FACTS: From June to August, 1991, petitioner, a Marikina-based manufacturer and seller of shoes, purchased materials from respondent Agustin Alarilla, a seller of leather products from Meycauayan, Bulacan, for which the former issued a total of 26 postdated checks against his account with the Associated Bank and Far East Bank & Trust Company (Marikina Branches). When private respondent presented these checks for encashment, they were dishonored because the accounts against which they were drawn were closed. Private respondent informed petitioner of the dishonor and demanded payment of their value. After some negotiations, petitioner drew and delivered a new set of postdated checks in replacement of the dishonored ones. Private respondent, in turn, returned to petitioner the originals of the dishonored postdated checks but retained photocopies thereof. When private respondent deposited the replacement checks in his account with the Westmont Bank, these were also dishonored by the drawee bank. As a result, the private respondent filed criminal complaints against petitioner for violation of BP 22 with the Office of the Provincial Prosecutor of Bulacan.
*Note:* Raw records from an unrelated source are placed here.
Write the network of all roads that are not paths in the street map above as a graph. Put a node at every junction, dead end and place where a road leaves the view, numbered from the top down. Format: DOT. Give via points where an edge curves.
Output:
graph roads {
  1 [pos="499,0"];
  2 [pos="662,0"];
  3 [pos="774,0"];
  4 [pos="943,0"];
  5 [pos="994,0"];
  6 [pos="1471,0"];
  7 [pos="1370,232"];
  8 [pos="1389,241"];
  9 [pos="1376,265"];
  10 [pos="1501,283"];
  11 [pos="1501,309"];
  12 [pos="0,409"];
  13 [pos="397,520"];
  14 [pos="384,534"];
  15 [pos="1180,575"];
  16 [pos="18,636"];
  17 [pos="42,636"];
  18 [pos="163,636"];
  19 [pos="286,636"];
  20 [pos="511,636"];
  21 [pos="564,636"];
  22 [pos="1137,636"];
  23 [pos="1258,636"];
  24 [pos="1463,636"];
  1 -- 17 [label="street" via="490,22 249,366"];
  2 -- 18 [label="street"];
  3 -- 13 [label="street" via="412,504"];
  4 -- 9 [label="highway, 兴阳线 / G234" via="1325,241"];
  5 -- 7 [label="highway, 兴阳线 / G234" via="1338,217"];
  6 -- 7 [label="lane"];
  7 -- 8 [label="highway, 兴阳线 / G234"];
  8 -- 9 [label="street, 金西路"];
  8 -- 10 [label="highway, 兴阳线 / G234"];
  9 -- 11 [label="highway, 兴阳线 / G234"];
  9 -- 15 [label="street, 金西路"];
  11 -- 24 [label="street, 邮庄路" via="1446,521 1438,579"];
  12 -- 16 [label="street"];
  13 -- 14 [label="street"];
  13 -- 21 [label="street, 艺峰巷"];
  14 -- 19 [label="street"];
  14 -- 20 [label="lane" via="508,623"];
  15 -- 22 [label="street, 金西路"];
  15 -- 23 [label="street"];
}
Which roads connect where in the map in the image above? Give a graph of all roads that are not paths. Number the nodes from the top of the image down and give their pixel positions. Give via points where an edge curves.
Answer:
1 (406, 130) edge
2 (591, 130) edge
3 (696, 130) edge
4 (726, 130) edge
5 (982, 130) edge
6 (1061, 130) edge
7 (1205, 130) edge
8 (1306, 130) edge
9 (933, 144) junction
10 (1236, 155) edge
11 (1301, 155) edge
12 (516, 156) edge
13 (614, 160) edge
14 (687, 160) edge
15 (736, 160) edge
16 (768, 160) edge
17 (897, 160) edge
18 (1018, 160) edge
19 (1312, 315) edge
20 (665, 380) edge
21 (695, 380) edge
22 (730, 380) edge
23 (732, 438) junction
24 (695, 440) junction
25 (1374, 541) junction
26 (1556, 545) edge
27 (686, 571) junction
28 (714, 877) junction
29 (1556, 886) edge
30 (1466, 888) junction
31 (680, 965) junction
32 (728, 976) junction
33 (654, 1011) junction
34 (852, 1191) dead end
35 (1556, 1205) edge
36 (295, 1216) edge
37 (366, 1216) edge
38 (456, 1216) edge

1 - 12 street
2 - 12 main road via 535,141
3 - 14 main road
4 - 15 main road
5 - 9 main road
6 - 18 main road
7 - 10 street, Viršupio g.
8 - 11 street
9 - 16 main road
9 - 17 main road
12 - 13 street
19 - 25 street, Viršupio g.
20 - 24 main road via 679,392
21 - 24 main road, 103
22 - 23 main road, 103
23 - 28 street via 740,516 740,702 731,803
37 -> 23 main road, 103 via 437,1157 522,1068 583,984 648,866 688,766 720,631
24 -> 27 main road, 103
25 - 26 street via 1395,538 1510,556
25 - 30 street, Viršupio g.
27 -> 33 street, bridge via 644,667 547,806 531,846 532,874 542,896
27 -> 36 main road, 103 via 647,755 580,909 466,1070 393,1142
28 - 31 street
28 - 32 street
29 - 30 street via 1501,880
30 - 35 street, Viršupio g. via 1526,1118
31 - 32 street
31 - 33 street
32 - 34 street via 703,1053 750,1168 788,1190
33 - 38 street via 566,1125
After preliminary investigation, the Provincial Prosecutor filed 26 Informations against petitioner with the RTC of Bulacan for violation of BP 22, entitled People v. Josef, Criminal Case Nos. 2113-M-93 to 2138-M-93, for the original 26 postdated checks.
The trial court convicted petitioner on all counts and imposed the penalty of six months for each conviction. The Court of Appeals, in the assailed decision, affirmed the trial court.
ISSUE: won the photocopy of check is admissible.
HELD: Yes. By admitting that the originals were in his possession and even producing them in open court, petitioner cured whatever flaw might have existed in the prosecution’s evidence. The fact that these originals were all stamped “account closed” merely confirmed the allegations of the respondent that the checks were dishonored by reason of the account being closed. Because they were entirely consistent with its main theory, the prosecution correctly adopted these originals as its own evidence. In addition, by petitioner’s own admission, five of the original checks were lost, thus rendering the photocopies thereof admissible as exceptions to the Best Evidence Rule.